_WORKING DATA:_
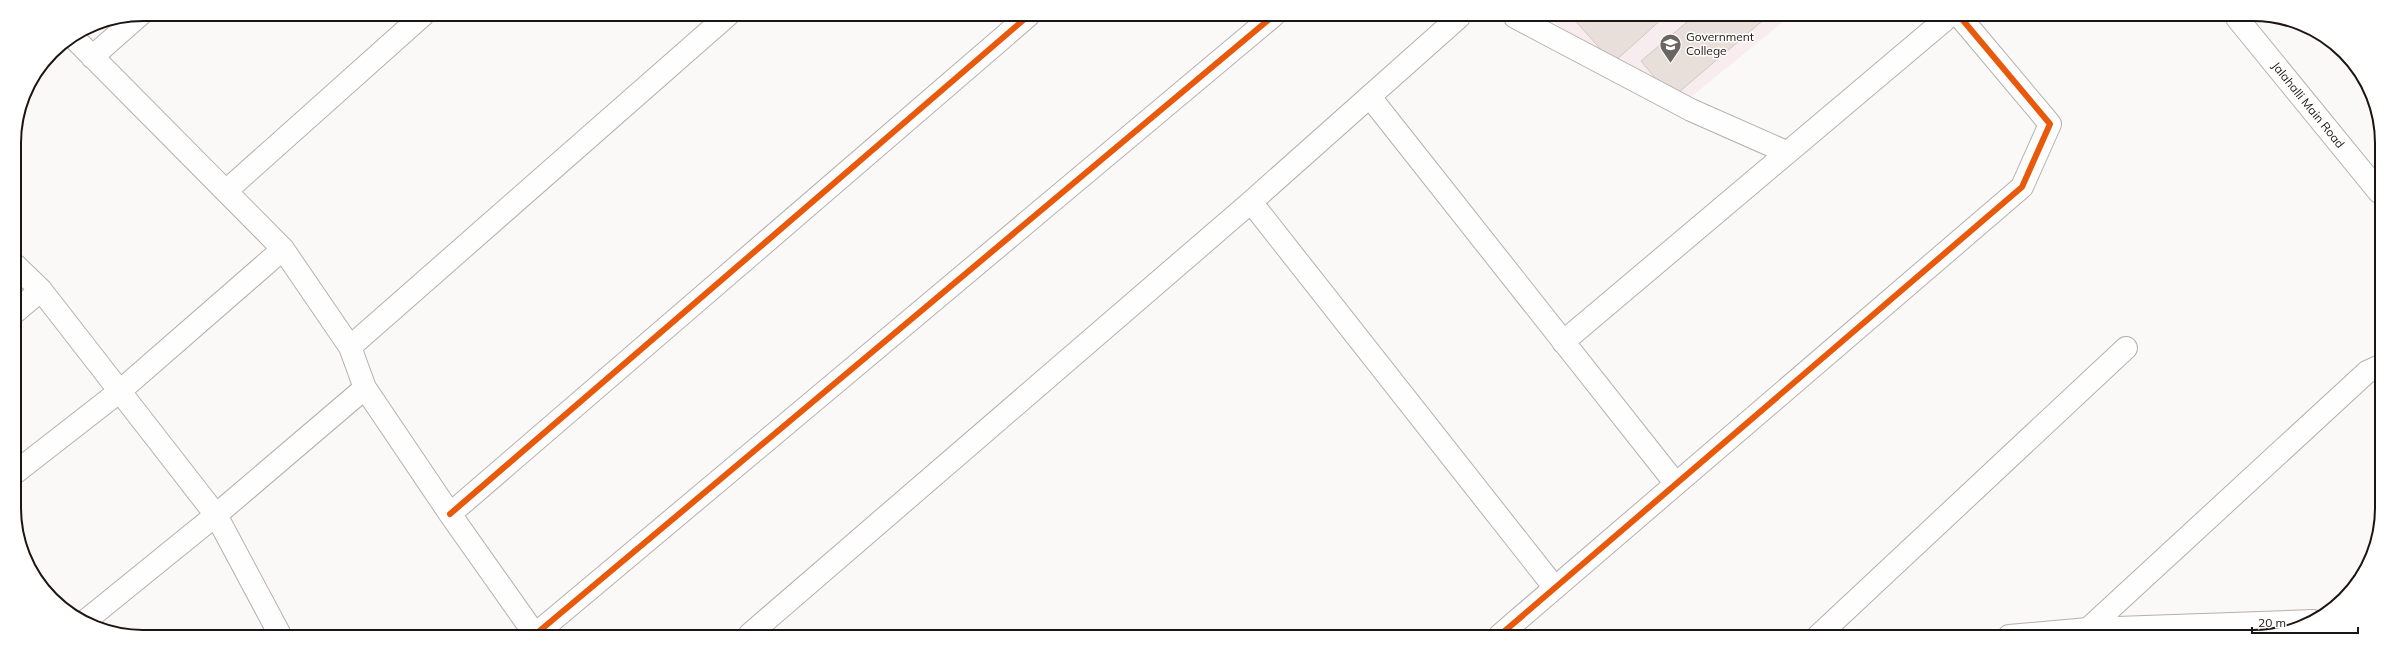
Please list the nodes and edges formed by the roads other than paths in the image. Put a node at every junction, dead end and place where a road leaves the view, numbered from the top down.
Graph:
1 (416, 21) edge
2 (721, 21) edge
3 (1022, 21) edge
4 (1267, 21) edge
5 (1456, 21) edge
6 (1523, 21) edge
7 (1943, 21) edge
8 (1964, 21) edge
9 (2239, 21) edge
10 (132, 22) edge
11 (77, 41) edge
12 (92, 57) junction
13 (1370, 97) junction
14 (1786, 152) junction
15 (2375, 187) edge
16 (226, 191) junction
17 (1251, 202) junction
18 (283, 249) junction
19 (21, 271) edge
20 (41, 290) junction
21 (21, 307) edge
22 (1563, 342) junction
23 (350, 347) junction
24 (2126, 348) dead end
25 (2375, 368) edge
26 (365, 388) junction
27 (120, 390) junction
28 (21, 468) edge
29 (1676, 484) junction
30 (450, 514) junction
31 (216, 515) junction
32 (1555, 588) junction
33 (90, 617) edge
34 (2298, 622) edge
35 (2088, 629) junction
36 (277, 630) edge
37 (531, 630) edge
38 (542, 630) edge
39 (755, 630) edge
40 (1506, 630) edge
41 (1824, 630) edge
42 (2077, 630) edge

1 - 16 street
2 - 23 street
3 - 30 street
4 - 38 street
5 - 13 street
6 - 14 street
7 - 14 street
8 - 29 street
9 - 15 street, Jalahalli Main Road
10 - 12 street
11 - 12 street
12 - 16 street
13 - 17 street
13 - 22 street
14 - 22 street
16 - 18 street
17 - 32 street
17 - 39 street
18 - 23 street
18 - 27 street
19 - 20 street
20 - 21 street
20 - 27 street
22 - 29 street
23 - 26 street
24 - 41 street
25 - 35 street
26 - 30 street
26 - 31 street
27 - 28 street
27 - 31 street
29 - 32 street
30 - 37 street
31 - 33 street
31 - 36 street
32 - 40 street
34 - 35 street
35 - 42 street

_EXERCISE OBJECTIVE:_
Output the listing word for word. Drop the pictures.

_RESPONSE TO THIS EXERCISE:_
Please list the nodes and edges formed by the roads other than paths in the image. Put a node at every junction, dead end and place where a road leaves the view, numbered from the top down.
Graph:
1 (416, 21) edge
2 (721, 21) edge
3 (1022, 21) edge
4 (1267, 21) edge
5 (1456, 21) edge
6 (1523, 21) edge
7 (1943, 21) edge
8 (1964, 21) edge
9 (2239, 21) edge
10 (132, 22) edge
11 (77, 41) edge
12 (92, 57) junction
13 (1370, 97) junction
14 (1786, 152) junction
15 (2375, 187) edge
16 (226, 191) junction
17 (1251, 202) junction
18 (283, 249) junction
19 (21, 271) edge
20 (41, 290) junction
21 (21, 307) edge
22 (1563, 342) junction
23 (350, 347) junction
24 (2126, 348) dead end
25 (2375, 368) edge
26 (365, 388) junction
27 (120, 390) junction
28 (21, 468) edge
29 (1676, 484) junction
30 (450, 514) junction
31 (216, 515) junction
32 (1555, 588) junction
33 (90, 617) edge
34 (2298, 622) edge
35 (2088, 629) junction
36 (277, 630) edge
37 (531, 630) edge
38 (542, 630) edge
39 (755, 630) edge
40 (1506, 630) edge
41 (1824, 630) edge
42 (2077, 630) edge

1 - 16 street
2 - 23 street
3 - 30 street
4 - 38 street
5 - 13 street
6 - 14 street
7 - 14 street
8 - 29 street
9 - 15 street, Jalahalli Main Road
10 - 12 street
11 - 12 street
12 - 16 street
13 - 17 street
13 - 22 street
14 - 22 street
16 - 18 street
17 - 32 street
17 - 39 street
18 - 23 street
18 - 27 street
19 - 20 street
20 - 21 street
20 - 27 street
22 - 29 street
23 - 26 street
24 - 41 street
25 - 35 street
26 - 30 street
26 - 31 street
27 - 28 street
27 - 31 street
29 - 32 street
30 - 37 street
31 - 33 street
31 - 36 street
32 - 40 street
34 - 35 street
35 - 42 street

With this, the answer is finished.